Aku tidak percaya Baruna melamarku. Amerika? Dia ingin kami menikah di Amerika? Ternyata dia benar-benar serius, dia sungguh mencintaiku. Tapi apa memang aku juga mencintainya? Entahlah. Semua menjadi semakin rumit. Mungkin aku salah karena masih berhubungan dengannya. Bukankah aku sudah berjanji akan melupakan dia dan semuanya? Tapi mengapa kami malah menjadi semakin dekat? Dan sekarang dia melamarku. Baiklah, aku mengaku, dia seperti candu bagiku. Semakin aku mencoba menjauhinya, semakin ingin aku dekat dengannya.
Sejak aku kembali, Baruna selalu mengejarku, berusaha untuk membuatku kembali padanya. Aku yang awalnya bersikukuh tidak akan mau mengulang lagi cerita lama kami, pada akhirnya menyerah. Aku kembali jatuh dalam pelukannya. Aku kalah. Pesonanya masih terlalu kuat untuk kuacuhkan. Ternyata aku lemah. Bahkan untuk menjaga janjiku pun aku tak mampu.

Sunday, November 25, 2012

Aku Tak Mengerti



Next trip Museum Kota Makassar, Lan, dan aku sendiri. Kita ketemu di sana, ya? Jam 12.00 aku mendarat. Miss u. Luna.*kecup*

Aku tekan sent dan langsung mematikan ponselku. Senyum tipis tak henti menghiasai wajahku. Aku akan bertemu dengan Arlan lagi, setelah pertemuan kami di Bali beberapa bulan yang lalu. Aku senang karena Arlan baik-baik saja. Hubungan kami sekarang kembali seperti dulu, sahabat, tidak lebih dan tidak akan pernah lebih dari itu. Itu janji kami. Aku tahu, tidak mudah mengembalikan perasaan cinta itu menjadi sahabat lagi. Namun, aku percaya, tidak ada yang tidak mungkin.

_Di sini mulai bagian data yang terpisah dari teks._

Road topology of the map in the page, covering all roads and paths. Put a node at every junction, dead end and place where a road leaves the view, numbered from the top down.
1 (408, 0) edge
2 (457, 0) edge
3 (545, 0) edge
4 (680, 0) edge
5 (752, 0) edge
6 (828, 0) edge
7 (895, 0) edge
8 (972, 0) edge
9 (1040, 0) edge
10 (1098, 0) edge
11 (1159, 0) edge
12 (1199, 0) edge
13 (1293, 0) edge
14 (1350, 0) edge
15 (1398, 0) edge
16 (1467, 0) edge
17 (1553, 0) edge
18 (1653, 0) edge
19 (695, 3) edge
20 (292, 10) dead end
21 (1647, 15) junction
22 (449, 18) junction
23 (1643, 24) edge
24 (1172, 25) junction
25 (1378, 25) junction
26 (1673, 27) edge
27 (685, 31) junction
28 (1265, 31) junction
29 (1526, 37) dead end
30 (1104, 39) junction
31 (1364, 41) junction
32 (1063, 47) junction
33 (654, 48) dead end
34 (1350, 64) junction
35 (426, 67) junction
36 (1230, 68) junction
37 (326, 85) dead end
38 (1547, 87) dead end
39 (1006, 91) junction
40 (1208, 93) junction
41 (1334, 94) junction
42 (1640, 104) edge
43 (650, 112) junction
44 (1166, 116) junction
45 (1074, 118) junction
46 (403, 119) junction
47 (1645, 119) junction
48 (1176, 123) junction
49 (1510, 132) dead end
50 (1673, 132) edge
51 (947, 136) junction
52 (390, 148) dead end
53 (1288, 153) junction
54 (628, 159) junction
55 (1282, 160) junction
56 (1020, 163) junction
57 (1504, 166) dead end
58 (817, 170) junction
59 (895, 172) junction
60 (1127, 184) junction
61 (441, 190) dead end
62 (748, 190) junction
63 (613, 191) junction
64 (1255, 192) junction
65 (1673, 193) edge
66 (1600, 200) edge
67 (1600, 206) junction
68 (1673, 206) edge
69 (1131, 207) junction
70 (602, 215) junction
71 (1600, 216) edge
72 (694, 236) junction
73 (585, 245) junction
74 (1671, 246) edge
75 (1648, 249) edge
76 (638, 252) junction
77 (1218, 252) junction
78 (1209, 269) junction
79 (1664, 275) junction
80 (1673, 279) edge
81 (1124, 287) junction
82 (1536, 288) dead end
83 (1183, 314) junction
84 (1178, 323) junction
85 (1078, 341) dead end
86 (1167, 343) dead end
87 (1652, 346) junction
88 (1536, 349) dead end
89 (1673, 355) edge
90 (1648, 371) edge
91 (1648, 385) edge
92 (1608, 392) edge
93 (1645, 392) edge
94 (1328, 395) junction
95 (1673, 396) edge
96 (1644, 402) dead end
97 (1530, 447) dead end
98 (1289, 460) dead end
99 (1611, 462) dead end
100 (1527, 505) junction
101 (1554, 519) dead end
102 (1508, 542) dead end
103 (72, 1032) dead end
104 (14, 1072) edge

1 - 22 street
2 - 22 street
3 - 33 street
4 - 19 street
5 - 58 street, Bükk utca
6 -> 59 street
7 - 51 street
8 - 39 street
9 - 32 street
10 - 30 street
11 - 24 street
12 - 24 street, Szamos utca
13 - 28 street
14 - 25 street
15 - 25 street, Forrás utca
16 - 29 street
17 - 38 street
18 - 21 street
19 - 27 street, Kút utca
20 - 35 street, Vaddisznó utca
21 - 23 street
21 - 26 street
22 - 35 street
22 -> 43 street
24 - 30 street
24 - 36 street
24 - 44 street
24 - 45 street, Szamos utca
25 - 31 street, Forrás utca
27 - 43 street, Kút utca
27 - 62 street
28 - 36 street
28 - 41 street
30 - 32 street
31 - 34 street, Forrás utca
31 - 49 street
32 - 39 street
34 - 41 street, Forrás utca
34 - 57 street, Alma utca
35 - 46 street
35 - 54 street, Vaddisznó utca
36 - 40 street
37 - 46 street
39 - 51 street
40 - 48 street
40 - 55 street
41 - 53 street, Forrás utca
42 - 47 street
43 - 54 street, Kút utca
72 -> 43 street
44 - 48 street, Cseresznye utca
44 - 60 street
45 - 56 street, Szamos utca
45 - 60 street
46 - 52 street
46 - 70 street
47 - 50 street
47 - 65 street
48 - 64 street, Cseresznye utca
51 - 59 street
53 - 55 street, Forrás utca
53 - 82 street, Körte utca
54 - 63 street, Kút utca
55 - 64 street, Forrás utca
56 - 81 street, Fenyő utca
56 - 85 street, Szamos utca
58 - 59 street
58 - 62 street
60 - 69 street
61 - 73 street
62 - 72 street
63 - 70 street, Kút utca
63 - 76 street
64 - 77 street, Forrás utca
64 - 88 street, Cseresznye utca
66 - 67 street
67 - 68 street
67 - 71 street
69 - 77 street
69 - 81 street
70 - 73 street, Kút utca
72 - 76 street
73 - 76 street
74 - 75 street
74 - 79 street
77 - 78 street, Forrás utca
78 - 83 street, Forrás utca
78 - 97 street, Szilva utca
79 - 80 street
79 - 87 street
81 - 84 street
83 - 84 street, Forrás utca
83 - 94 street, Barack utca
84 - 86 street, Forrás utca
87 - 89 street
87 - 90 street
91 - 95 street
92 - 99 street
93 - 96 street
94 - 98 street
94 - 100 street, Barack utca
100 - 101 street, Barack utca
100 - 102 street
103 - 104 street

Kalau rasa cinta saja bisa berubah menjadi benci, pasti tidak terlalu sulit menjadikan cinta itu tak lebih dari rasa sayang. Menyakitkan? Mungkin. Tapi rasa sakit sesaat itu akan berbuah rasa tenang dan bahagia sepanjang hidup kami kalau kami bisa melaluinya.

Memori Tentangmu



            Arlan meninggalkan Baruna dengan perasaan kacau. Entah apa yang diinginkannya saat ini. Dia ingin melupakan Baruna, Luna, dan semua masa lalu itu, tapi di sisi lain dia tidak sanggup. Begitu melihat sosok Baruna sekali lagi, semua keinginan yang sudah mantap di dalam jiwanya itu perlahan goyah. Dia masih menginginkan Baruna, dan sekarang dia begitu rindu pada Luna.
            Diambilnya ponsel di saku celananya. Dengan tangan gemetar, Arlan mencoba menekan serangkaian angka yang masih sangat diingatnya. Dia menunggu panggilannya tersambung dengan perasaan cemas. Keringat dingin mulai membasahi tubuhnya,



“Hallo…” sapa suara di seberang. Arlan masih membisu, mencoba mengumpulkan suaranya.
“Luna, ini aku…” Hanya itu yang bisa keluar dari mulutnya.
Luna merasa seluruh tubuhnya lemas begitu mendengar jawaban itu. Suara itu… Luna sangat mengenal suara itu. Dia tidak mungkin salah.